Es dauerte aber eine Weile, bis ich ein System in der Auswahl erkannte. Vintage-Wissen spielte dabei kaum eine Rolle, stattdessen wurde gerettet, was wertig aussah oder eben sehr deutlich gestaltet war. Bedeutete, dass kitschige, gerahmte Kunstdrucke („Pierrot“) und Fake-Kronleuchter, zackige Beistelltische mit gefrosteten Glasscheiben, wacklige Deckenfluter in Messing und staubige Klavierlack-Möbel zu den häufigsten Stücken dieses Gnadenhofes gehörten. Dinge also, die kraft ihrer Wertigkeits-Mimikry dem Sperrmülltod von der Schippe gesprungen waren. Dinge, die nach gehobenem Wohnen aussahen, egal wie mies eigentlich ihre Qualität war. Dazu gab es aber auch noch viele vermeintlich massive Möbel aus der Eiche-Rustikal-Furnierzeit unserer Eltern, mit Butzenglas-Vitrinenschrank und Abdrücken vom Röhrenfernseher. Als würde dieses Mobiliar immer noch so etwas wie eine qualitätsvolle BRD-Wohnlichkeit erzeugen können. Es war faszinierend. Ikea-Sachen schafften es aus Prinzip fast nie in die Halle 2, dafür aber zum Beispiel stets Ledersitzgarnituren von äußerst zweifelhafter Hygiene.

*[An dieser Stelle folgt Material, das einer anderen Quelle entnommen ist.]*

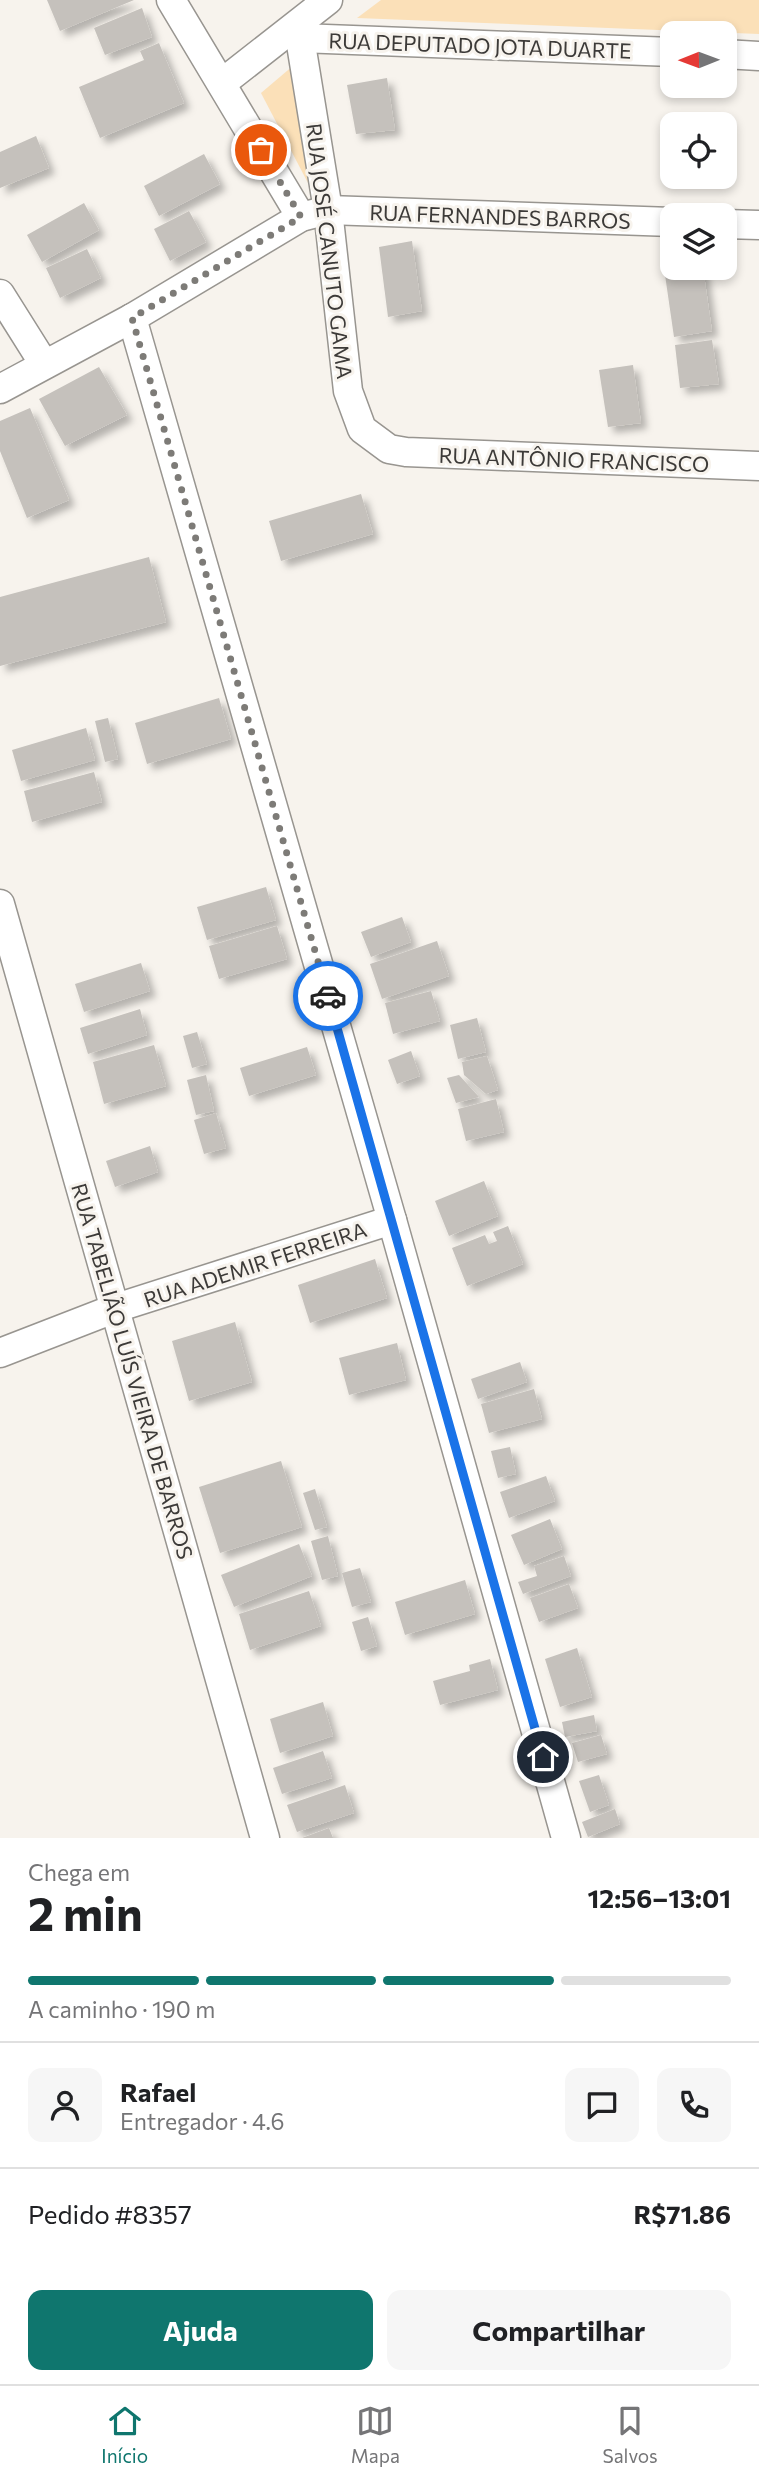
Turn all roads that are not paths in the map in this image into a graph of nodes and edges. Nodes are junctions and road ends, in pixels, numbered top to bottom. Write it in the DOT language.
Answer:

Emaille, Zink- und Blechgegenstände und anderes Metall landete ebenfalls kaum dort, weil die Aufpasser nur beim Sperrmüll standen, aber nicht beim Altmetall-Container. Dafür fanden sich regalweise billiges Steingut-Geschirr und abgenudelte Kuscheltiere in der Halle 2 und eine wirklich erstaunliche Menge an Golfschlägern und Golftaschen, die nie jemand mitnahm, die aber dennoch immer weiter gesammelt wurden. Als wäre der inhärente Luxus des Golfsports Argument genug, nichts davon je wegzuwerfen. Der wachsende Berg ungeliebter Golfschläger in der alten Fabrikhalle war eigentlich das schönste Bild – lachhaft funktionslose Objekte, die jedermann dennoch respektvoll musterte.

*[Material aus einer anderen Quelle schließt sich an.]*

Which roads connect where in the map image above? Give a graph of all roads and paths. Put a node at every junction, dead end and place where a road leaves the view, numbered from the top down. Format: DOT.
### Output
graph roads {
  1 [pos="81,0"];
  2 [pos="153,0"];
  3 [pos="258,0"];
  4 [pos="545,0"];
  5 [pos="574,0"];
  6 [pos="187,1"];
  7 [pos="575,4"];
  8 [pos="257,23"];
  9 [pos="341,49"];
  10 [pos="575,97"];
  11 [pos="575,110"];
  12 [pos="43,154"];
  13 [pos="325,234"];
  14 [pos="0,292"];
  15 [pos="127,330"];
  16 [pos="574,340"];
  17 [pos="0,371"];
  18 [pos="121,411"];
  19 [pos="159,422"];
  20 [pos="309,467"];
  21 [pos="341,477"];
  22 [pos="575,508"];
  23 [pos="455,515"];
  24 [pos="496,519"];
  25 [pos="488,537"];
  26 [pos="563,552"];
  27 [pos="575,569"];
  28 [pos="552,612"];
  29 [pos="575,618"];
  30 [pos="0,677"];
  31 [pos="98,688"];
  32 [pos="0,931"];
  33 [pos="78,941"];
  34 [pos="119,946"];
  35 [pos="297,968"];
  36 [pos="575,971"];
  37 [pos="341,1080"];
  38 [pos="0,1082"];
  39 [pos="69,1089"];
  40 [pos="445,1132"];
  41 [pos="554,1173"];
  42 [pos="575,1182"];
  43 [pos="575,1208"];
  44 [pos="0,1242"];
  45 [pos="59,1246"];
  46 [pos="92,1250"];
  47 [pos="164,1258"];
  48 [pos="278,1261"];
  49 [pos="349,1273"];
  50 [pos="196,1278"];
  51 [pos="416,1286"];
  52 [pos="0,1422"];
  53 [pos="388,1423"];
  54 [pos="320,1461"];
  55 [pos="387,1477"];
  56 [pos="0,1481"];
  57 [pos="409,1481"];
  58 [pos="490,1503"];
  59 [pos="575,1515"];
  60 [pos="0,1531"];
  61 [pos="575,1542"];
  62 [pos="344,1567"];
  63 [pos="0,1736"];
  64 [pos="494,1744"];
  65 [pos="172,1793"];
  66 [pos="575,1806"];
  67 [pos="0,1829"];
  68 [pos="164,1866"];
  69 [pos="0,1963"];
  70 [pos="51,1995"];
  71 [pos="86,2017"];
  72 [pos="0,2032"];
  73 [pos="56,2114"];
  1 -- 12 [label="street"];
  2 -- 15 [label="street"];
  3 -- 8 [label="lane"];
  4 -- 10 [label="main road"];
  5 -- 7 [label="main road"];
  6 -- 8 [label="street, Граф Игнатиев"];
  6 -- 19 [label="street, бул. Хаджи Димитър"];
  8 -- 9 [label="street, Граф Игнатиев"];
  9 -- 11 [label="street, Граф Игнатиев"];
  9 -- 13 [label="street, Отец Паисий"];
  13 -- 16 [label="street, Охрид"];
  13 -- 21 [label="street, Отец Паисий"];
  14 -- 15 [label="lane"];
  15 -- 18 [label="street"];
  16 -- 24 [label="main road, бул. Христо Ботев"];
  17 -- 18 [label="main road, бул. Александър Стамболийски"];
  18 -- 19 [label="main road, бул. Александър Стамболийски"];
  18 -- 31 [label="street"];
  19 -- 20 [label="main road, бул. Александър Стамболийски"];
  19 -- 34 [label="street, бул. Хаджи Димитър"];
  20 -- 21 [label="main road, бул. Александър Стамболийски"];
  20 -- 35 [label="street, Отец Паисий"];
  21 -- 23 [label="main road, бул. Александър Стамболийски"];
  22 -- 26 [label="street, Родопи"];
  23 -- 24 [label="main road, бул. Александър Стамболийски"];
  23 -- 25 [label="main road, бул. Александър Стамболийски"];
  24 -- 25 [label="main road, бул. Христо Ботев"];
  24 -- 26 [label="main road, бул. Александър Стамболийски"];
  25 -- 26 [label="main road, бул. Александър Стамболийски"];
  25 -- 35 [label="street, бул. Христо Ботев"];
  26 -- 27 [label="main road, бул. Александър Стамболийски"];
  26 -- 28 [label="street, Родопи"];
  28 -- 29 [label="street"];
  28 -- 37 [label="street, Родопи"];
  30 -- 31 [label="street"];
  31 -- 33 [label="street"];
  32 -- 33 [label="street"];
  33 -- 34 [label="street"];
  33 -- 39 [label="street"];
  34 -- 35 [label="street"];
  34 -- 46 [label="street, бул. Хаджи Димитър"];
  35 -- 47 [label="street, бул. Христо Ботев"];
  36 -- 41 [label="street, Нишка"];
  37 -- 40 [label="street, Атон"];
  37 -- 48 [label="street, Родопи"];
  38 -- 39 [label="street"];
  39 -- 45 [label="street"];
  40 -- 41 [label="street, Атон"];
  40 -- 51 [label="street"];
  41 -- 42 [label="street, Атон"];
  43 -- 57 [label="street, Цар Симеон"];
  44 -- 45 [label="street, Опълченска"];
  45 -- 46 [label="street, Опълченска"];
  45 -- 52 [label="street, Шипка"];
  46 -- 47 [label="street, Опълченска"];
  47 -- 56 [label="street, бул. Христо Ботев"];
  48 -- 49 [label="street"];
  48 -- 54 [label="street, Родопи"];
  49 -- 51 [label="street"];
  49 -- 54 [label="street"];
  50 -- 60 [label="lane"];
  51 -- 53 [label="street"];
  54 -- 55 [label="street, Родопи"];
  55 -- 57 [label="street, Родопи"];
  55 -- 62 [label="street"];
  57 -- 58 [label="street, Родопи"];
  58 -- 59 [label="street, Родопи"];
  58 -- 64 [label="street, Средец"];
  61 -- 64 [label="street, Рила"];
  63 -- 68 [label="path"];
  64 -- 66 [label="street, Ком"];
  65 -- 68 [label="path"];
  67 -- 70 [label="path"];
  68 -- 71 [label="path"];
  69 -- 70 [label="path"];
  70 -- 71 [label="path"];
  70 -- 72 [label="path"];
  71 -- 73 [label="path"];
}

Ich wartete jahrelang darauf, dass sich mal ein passionierter Golfspieler einfand und für ein paar Euro ein Traumset zusammenstellte, aber das geschah nie. Jedenfalls – es war imposant, was für eine Menge Freizeit- und Wohlstandsmüll eine Stadt wie München jeden Tag ausspuckte. Oft genug ging ich nach zehn Minuten mit leeren Händen nach Hause, weil nur grauenvolle Fitnessgeräte aus den Neunzigerjahren oder brutalistische braune Plastikgartenmöbel geliefert worden waren. Objekte von solch überflüssiger Hässlichkeit, dass man sich kaum vorstellen konnte, dass sie bis vor Kurzem tatsächlich in menschlichen Behausungen herumstanden.

Was die Nachhaltigkeit dieser Sammlung anging, so ließ sich leicht eine Faustregel ableiten: Was vor 1950 hergestellt worden war, war im Schnitt wertiger und vor allem auch designstabiler als das Zeug aus den 50 Jahren danach. Mit dem Einzug von Plastik, Pressspan und Billigfurnier in die Haushalte waren die Alltagsmöbel nicht nur seelenloser und schlichter geworden, die Sachen erzählten auch meistens nichts mehr. Die Zeit hatte sich in diesen Materialien nicht liebenswert niedergeschlagen, ihre Patina war einfach nur Schmutz und Kaputtness. 

Aber mit viel Glück stand dazwischen eben auch mal ein Mauser-Stahlrohrstuhl oder ein altes Schreibpult. Einmal fand ich eine Kandem-Lampe von Marianne Brandt, einmal einen Beistelltisch von Mario Bellini. Nachts träumte ich manchmal davon, wie viel von diesen Schätzen Tag für Tag einfach im Container landeten, weil niemand sie sah. Nach ein paar Jahren emsiger Schatzsuche schlichen sich Zweifel ein: Hatten diese Sachen wirklich mehr Wert, nur weil ich ihre Designer kannte? Hortete ich im Keller nicht ein ebenso willkürliches und olles Sammelsurium wie die Mitarbeiter der Halle 2? Die Antwort tat weh. Seitdem gehe ich nicht mehr in die Halle 2 und träume nicht mehr von Containern voller Bauhaus-Lampen. Vielleicht, ganz vielleicht, hätten wir mit Golf anfangen müssen.